R lpsolve how to define constraints travelling salesman

Question

I want to code travelling salesman problem in R. I am going to begin with 3 cities at first then I will expand to more cities. distance matrix below gives distance between 3 cities. Objective (if someone doesn't know) is that a salesman will start from a city and will visit 2 other cities such that he has to travel minimum distance.

In below case he should start either from ny or LA and then travel to chicago and then to the remaining city. I need help to define A_ (my constraint matrix).

My decision variables will of same dimension as distances matrix. It will be a 1,0 matrix where 1 represents travel from city equal to row name to a city equal to column name.

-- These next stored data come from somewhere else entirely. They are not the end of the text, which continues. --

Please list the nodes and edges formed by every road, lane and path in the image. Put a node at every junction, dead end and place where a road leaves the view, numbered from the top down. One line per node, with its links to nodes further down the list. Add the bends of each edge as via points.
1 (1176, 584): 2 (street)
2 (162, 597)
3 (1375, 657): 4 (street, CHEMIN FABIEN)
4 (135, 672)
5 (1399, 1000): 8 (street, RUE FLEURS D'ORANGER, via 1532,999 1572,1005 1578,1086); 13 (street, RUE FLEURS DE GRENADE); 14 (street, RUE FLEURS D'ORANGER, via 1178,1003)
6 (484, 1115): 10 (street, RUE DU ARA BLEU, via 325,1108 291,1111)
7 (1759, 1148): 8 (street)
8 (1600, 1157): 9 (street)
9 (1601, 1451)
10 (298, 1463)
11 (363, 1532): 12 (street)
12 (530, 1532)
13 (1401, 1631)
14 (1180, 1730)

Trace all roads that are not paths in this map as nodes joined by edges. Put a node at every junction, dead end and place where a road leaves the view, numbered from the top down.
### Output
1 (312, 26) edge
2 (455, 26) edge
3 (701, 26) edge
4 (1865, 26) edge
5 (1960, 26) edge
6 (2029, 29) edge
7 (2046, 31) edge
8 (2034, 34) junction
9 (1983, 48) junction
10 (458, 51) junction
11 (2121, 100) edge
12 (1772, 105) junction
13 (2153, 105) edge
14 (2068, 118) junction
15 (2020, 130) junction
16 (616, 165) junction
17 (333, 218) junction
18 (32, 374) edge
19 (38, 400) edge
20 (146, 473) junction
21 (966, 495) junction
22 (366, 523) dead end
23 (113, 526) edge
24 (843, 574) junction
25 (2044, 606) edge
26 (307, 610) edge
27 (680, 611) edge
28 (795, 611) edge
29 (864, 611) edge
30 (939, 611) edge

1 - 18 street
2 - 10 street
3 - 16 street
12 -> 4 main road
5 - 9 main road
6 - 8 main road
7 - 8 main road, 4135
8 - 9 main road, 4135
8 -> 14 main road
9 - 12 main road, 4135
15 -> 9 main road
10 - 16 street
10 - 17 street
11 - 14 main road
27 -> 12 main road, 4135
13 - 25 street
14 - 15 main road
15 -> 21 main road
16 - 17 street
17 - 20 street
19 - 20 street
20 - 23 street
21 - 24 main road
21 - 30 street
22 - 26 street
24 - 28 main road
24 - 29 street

For instance if a salesman travels from ny to chicago, 2nd element in row 1 will be 1. My column and row names are ny,chicago and LA

By looking at the solution of the problem I concluded that my constraints will be::

Row sums have to be less than 1 as he cannot leave from same city twice

Column sums have to be less than 1 as he cannot enter the same city twice

total sum of matrix elements has to be 2 as the salesman will be visiting 2 cities and leaving from 2 cities.

I need help to define A_ (my constraint matrix). How should I tie in my decision variables into constraints?

 ny=c(999,9,20)
 chicago=c(9,999,11)
 LA=c(20,11,999)
 distances=cbind(ny,chicago,LA)


 dv=matrix(c("a11","a12","a13","a21","a22","a23","a31","a32","a33"),nrow=3,ncol=3)

 c_=c(distances[1,],distances[2,],distances[3,])
 signs = c((rep('<=', 7)))
 b=c(1,1,1,1,1,1,2)
 res = lpSolve::lp('min', c_, A_, signs, b,  all.bin = TRUE)

mrip · Accepted Answer · 2013-10-09T13:21:21.290

There are some problems with your solution. The first is that the constraints you have in mind don't guarantee that all the cities will be visited -- for example, the path could just go from NY to LA and then back. This could be solved fairly easily, for example, by requiring that each row and column sum to exactly one rather than at most 1 (although in that case you'd be finding a traveling salesman tour rather than just a path).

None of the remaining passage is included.